The January 2025 wildfires left us with two essential lessons. First: chronically underutilized 5‑foot side yards are dangerous, acting like kindling as radiant heat leaps from house to house in a chain reaction. Second: moist soil and healthy, hydrated vegetation are not hazards—they’re among the best defenses a home can have.

 

These insights call for a fundamental shift in how we rebuild. In Very High Fire Hazard Severity Zones (VHFHSZs), we must adapt long‑proven Wildland Urban Interface (WUI) strategies for urban settings—expanding sideyard setbacks and creating defensible landscapes even in denser neighborhoods.

 

Crucially, these measures should come before home‑hardening techniques; otherwise, we’re still protecting homes that sit too close together to begin with. And with climate‑driven weather extremes intensifying, we might consider extending these principles region-wide—especially as aging single‑family homes are replaced in neighborhoods already lacking tree canopy and healthy soil.

 

LongHouse embodies this approach—a symbiotic building-landscape prototype for a single‑family home on a 50′ × 150′ lot, designed to integrate a JADU and either an attached or detached ADU within its landscaped and irrigated site plan and layout. Scalable to a shorter lot, it adheres to typical LA County and LADBS residential floor area standards.
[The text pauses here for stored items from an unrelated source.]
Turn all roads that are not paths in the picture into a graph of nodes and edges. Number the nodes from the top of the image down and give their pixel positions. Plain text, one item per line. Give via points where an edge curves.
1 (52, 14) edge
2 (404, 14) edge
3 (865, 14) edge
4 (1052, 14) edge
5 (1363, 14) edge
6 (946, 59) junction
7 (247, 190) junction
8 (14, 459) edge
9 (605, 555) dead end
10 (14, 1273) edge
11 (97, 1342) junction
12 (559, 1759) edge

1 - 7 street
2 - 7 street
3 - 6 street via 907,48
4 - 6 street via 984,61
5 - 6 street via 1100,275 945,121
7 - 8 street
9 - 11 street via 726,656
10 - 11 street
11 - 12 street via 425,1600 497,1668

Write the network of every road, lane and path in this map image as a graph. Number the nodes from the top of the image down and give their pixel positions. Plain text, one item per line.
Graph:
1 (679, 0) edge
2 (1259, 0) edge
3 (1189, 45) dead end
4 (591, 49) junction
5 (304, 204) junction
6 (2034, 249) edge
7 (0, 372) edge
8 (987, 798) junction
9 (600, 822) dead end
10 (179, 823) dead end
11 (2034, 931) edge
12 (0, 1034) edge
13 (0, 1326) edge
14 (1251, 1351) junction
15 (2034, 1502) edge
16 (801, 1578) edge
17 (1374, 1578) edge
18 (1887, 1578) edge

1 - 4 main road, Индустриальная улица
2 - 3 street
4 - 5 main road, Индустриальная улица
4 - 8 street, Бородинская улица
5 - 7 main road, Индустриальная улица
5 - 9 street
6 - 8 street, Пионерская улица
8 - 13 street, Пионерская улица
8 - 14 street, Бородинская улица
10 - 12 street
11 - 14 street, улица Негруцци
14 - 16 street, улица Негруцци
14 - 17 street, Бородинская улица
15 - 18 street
Designed integratively, its steel pin and tube footings minimize excavation and subsurface hydrology disturbance while helping with decarbonization. Its tiled, kiln-like protectively layered envelope is, like its attached sliding ladder/shading device, multifunctional in performance and rich in ambience. 

 

An earthen, thermal mass, LongHouse, is an example of rooted resilience and ecologically engaged living.